Meta Pixel (Facebook)

Advertising campaign effectiveness measurement. Only placed after consent. Manage your preferences on Facebook Ad Preferences.

Retention period

13 months maximum, in accordance with CNIL recommendations.

Article 6

Data Retention Periods

Account dataSubscription duration + 3 years
Billing data10 years (accounting obligation)
Connection logs12 months
Cookies13 months maximum
Google Business Profile dataExportable for 30 days after termination, then deleted
Article 7

Sub-processors and data sharing

StripePayments (Data Privacy Framework)
SupabaseDatabase hosting — Ireland, EU (GDPR-compliant DPA)
VercelWebsite and application hosting (GDPR-compliant DPA)
ResendTransactional email delivery
GoogleGoogle Business Profile API + Analytics (SCC)
MetaAdvertising (with consent only)
AI providersContent generation (text, images)

The up-to-date list of sub-processors is kept available and the Client is informed of any change, in accordance with Article 28 of the GDPR.

Localnord never sells your personal data to third parties.

Article 8

Data Transfers Outside the EU

Platform data is hosted within the European Union (Ireland), via Supabase. Some sub-processors (Stripe, Vercel, Resend, Google, Meta, AI providers) may process data in the United States. These transfers are governed by standard contractual clauses (SCCs) approved by the European Commission and/or by the EU-U.S. Data Privacy Framework.

Article 9

Lead marketplace

The marketplace allows agencies to access data on businesses that have a Google listing, for business-to-business (B2B) commercial prospecting. This data comes from publicly accessible sources (Google Business Profiles, professional websites).

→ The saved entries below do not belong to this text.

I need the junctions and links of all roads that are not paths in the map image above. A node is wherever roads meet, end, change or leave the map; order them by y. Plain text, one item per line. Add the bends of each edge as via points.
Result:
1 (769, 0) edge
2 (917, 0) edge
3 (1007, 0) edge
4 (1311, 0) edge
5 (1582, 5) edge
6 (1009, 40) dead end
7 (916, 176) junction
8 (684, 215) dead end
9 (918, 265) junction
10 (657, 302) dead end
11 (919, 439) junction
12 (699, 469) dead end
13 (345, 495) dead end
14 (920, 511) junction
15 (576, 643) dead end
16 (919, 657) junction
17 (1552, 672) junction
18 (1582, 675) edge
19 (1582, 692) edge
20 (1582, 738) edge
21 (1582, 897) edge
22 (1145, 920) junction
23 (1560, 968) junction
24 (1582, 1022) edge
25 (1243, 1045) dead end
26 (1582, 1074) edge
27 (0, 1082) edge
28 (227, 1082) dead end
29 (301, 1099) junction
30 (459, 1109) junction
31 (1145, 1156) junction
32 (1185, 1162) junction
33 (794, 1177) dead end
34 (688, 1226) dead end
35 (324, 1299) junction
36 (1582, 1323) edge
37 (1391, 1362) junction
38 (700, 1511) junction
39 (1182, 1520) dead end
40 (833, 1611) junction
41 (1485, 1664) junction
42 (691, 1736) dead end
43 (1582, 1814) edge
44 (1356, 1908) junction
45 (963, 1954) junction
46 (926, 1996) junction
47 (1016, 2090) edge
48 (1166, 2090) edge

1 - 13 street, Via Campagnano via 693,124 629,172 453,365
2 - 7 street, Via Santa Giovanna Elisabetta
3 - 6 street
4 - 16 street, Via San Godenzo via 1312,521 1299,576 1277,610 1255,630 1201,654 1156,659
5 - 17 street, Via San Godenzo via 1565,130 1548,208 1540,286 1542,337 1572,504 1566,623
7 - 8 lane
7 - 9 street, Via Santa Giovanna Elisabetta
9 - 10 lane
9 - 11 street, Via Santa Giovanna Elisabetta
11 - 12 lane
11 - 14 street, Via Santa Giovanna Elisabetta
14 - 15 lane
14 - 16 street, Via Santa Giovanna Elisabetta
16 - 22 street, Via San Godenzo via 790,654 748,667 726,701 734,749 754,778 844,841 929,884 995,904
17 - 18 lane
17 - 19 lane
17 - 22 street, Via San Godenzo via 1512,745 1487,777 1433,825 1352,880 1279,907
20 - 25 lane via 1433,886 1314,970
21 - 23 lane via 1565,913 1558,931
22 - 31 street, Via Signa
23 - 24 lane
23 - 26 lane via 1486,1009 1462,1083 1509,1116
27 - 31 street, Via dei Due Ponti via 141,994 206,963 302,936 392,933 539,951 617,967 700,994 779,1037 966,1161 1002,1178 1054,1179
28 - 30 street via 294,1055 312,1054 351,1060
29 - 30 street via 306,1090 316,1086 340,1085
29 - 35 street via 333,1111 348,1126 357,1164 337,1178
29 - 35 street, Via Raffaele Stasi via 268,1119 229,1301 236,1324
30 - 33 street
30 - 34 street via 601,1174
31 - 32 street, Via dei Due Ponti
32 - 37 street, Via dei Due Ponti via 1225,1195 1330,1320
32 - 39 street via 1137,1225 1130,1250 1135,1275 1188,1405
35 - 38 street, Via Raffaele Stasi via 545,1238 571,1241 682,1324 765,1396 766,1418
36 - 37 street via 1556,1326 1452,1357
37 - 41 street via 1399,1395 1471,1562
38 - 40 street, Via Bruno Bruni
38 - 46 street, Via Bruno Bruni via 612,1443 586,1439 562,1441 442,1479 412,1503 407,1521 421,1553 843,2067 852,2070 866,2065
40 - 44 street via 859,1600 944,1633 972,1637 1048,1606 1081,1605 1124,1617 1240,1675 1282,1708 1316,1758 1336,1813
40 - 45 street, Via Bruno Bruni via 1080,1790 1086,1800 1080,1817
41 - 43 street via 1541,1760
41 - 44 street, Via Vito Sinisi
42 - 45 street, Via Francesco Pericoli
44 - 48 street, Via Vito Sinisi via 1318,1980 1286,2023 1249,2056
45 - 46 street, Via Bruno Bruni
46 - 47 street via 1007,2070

For building this database, Localnord acts as a data controller on the basis of legitimate interest (B2B prospecting) and ensures respect for the rights of the data subjects, in particular their information (Article 14 of the GDPR) and their right to object. When an agency uses this data, it acts as an independent data controller and assumes its own obligations. Any person listed in the marketplace may request the rectification or deletion of their data at sav@localnord.io.

Article 10

Your Rights

In accordance with the GDPR, you have the following rights:

  • Access - obtain a copy of your data
  • Rectification - correct inaccurate data
  • Erasure - request the deletion of your data
  • Restriction - restrict processing
  • Portability - receive your data in a structured format
  • Objection - object to processing
  • Withdrawal of consent - at any time

To exercise these rights: sav@localnord.io. Response within 30 days maximum.

Article 11

Data Security

  • Data encryption in transit (HTTPS/TLS)
  • Data encryption at rest
  • Secure authentication with password hashing
  • Restricted access (principle of least privilege)
  • Regular backups and disaster recovery plan
  • Periodic security monitoring and audits
Article 12

Data Breach

In the event of a breach likely to pose a risk to your rights and freedoms, Localnord commits to notifying the competent authority within 72 hours and informing you as soon as possible.

Article 13

Complaint

You may file a complaint with the data protection authority in your country. For France: CNIL.

Article 14

Changes

Localnord reserves the right to modify this policy at any time. In the event of a substantial change, you will be informed by email or through the platform.